*** Opening of Recorded data ***
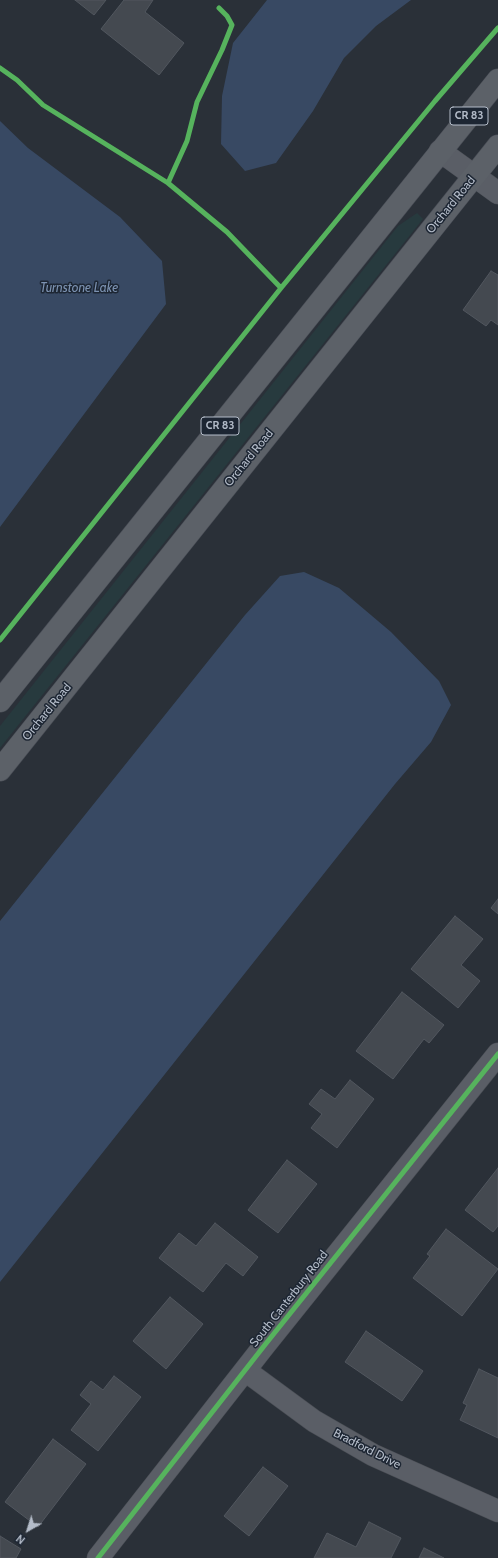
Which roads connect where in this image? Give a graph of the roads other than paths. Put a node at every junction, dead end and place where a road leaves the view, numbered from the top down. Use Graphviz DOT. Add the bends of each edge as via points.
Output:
graph roads {
  1 [pos="498,80"];
  2 [pos="498,146"];
  3 [pos="440,151"];
  4 [pos="474,176"];
  5 [pos="498,193"];
  6 [pos="0,701"];
  7 [pos="0,770"];
  8 [pos="498,1054"];
  9 [pos="246,1371"];
  10 [pos="498,1511"];
  11 [pos="98,1558"];
  1 -- 3 [label="main road, CR 83"];
  2 -- 4 [label="main road, Orchard Road"];
  3 -- 4 [label="street"];
  3 -- 6 [label="main road, CR 83"];
  4 -- 5 [label="street"];
  4 -- 7 [label="main road, Orchard Road"];
  8 -- 9 [label="street, South Canterbury Road"];
  9 -- 10 [label="street, Bradford Drive" via="314,1421 373,1455"];
  9 -- 11 [label="street, South Canterbury Road"];
}
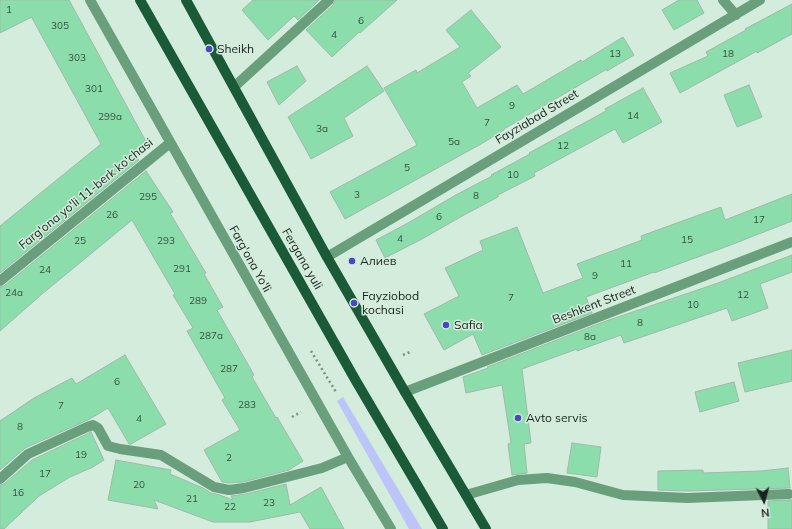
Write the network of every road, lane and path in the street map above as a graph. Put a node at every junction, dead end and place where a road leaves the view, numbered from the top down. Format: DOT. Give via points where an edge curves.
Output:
graph roads {
  1 [pos="90,0"];
  2 [pos="139,0"];
  3 [pos="186,0"];
  4 [pos="329,0"];
  5 [pos="723,0"];
  6 [pos="760,0"];
  7 [pos="736,15"];
  8 [pos="234,87"];
  9 [pos="170,143"];
  10 [pos="792,242"];
  11 [pos="327,257"];
  12 [pos="0,281"];
  13 [pos="311,351"];
  14 [pos="410,352"];
  15 [pos="403,355"];
  16 [pos="336,392"];
  17 [pos="405,392"];
  18 [pos="301,412"];
  19 [pos="292,417"];
  20 [pos="348,457"];
  21 [pos="0,479"];
  22 [pos="789,494"];
  23 [pos="466,495"];
  24 [pos="391,529"];
  25 [pos="443,529"];
  26 [pos="486,529"];
  1 -- 9 [label="street, Farg'ona Yo'li"];
  2 -- 25 [label="main road, Fergana yuli"];
  3 -- 8 [label="main road, Fergana yuli"];
  4 -- 8 [label="street"];
  5 -- 7 [label="street"];
  6 -- 7 [label="street, Fayziabad Street"];
  7 -- 11 [label="street, Fayziabad Street"];
  8 -- 11 [label="main road, Fergana yuli"];
  9 -- 12 [label="street, Farg'ona yo'li 11-berk ko'chasi"];
  9 -- 20 [label="street, Farg'ona Yo'li"];
  10 -- 17 [label="street, Beshkent Street"];
  11 -- 17 [label="main road, Fergana yuli"];
  13 -- 16 [label="path"];
  14 -- 15 [label="path"];
  17 -- 23 [label="main road, Fergana yuli"];
  18 -- 19 [label="path"];
  20 -- 21 [label="street" via="322,468 230,490 214,487 161,455 108,446 98,428 93,425 28,454"];
  20 -- 24 [label="street, Farg'ona Yo'li"];
  22 -- 23 [label="street" via="687,498 623,495 575,482 547,478 518,480"];
  23 -- 26 [label="main road, Fergana yuli"];
}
*** Close of Recorded data ***
__What you should do__: Because only the text is wanted, copy each record above precisely and omit its pictures.

__Task answer__:
Which roads connect where in this image? Give a graph of the roads other than paths. Put a node at every junction, dead end and place where a road leaves the view, numbered from the top down. Use Graphviz DOT. Add the bends of each edge as via points.
Output:
graph roads {
  1 [pos="498,80"];
  2 [pos="498,146"];
  3 [pos="440,151"];
  4 [pos="474,176"];
  5 [pos="498,193"];
  6 [pos="0,701"];
  7 [pos="0,770"];
  8 [pos="498,1054"];
  9 [pos="246,1371"];
  10 [pos="498,1511"];
  11 [pos="98,1558"];
  1 -- 3 [label="main road, CR 83"];
  2 -- 4 [label="main road, Orchard Road"];
  3 -- 4 [label="street"];
  3 -- 6 [label="main road, CR 83"];
  4 -- 5 [label="street"];
  4 -- 7 [label="main road, Orchard Road"];
  8 -- 9 [label="street, South Canterbury Road"];
  9 -- 10 [label="street, Bradford Drive" via="314,1421 373,1455"];
  9 -- 11 [label="street, South Canterbury Road"];
}
Write the network of every road, lane and path in the street map above as a graph. Put a node at every junction, dead end and place where a road leaves the view, numbered from the top down. Format: DOT. Give via points where an edge curves.
Output:
graph roads {
  1 [pos="90,0"];
  2 [pos="139,0"];
  3 [pos="186,0"];
  4 [pos="329,0"];
  5 [pos="723,0"];
  6 [pos="760,0"];
  7 [pos="736,15"];
  8 [pos="234,87"];
  9 [pos="170,143"];
  10 [pos="792,242"];
  11 [pos="327,257"];
  12 [pos="0,281"];
  13 [pos="311,351"];
  14 [pos="410,352"];
  15 [pos="403,355"];
  16 [pos="336,392"];
  17 [pos="405,392"];
  18 [pos="301,412"];
  19 [pos="292,417"];
  20 [pos="348,457"];
  21 [pos="0,479"];
  22 [pos="789,494"];
  23 [pos="466,495"];
  24 [pos="391,529"];
  25 [pos="443,529"];
  26 [pos="486,529"];
  1 -- 9 [label="street, Farg'ona Yo'li"];
  2 -- 25 [label="main road, Fergana yuli"];
  3 -- 8 [label="main road, Fergana yuli"];
  4 -- 8 [label="street"];
  5 -- 7 [label="street"];
  6 -- 7 [label="street, Fayziabad Street"];
  7 -- 11 [label="street, Fayziabad Street"];
  8 -- 11 [label="main road, Fergana yuli"];
  9 -- 12 [label="street, Farg'ona yo'li 11-berk ko'chasi"];
  9 -- 20 [label="street, Farg'ona Yo'li"];
  10 -- 17 [label="street, Beshkent Street"];
  11 -- 17 [label="main road, Fergana yuli"];
  13 -- 16 [label="path"];
  14 -- 15 [label="path"];
  17 -- 23 [label="main road, Fergana yuli"];
  18 -- 19 [label="path"];
  20 -- 21 [label="street" via="322,468 230,490 214,487 161,455 108,446 98,428 93,425 28,454"];
  20 -- 24 [label="street, Farg'ona Yo'li"];
  22 -- 23 [label="street" via="687,498 623,495 575,482 547,478 518,480"];
  23 -- 26 [label="main road, Fergana yuli"];
}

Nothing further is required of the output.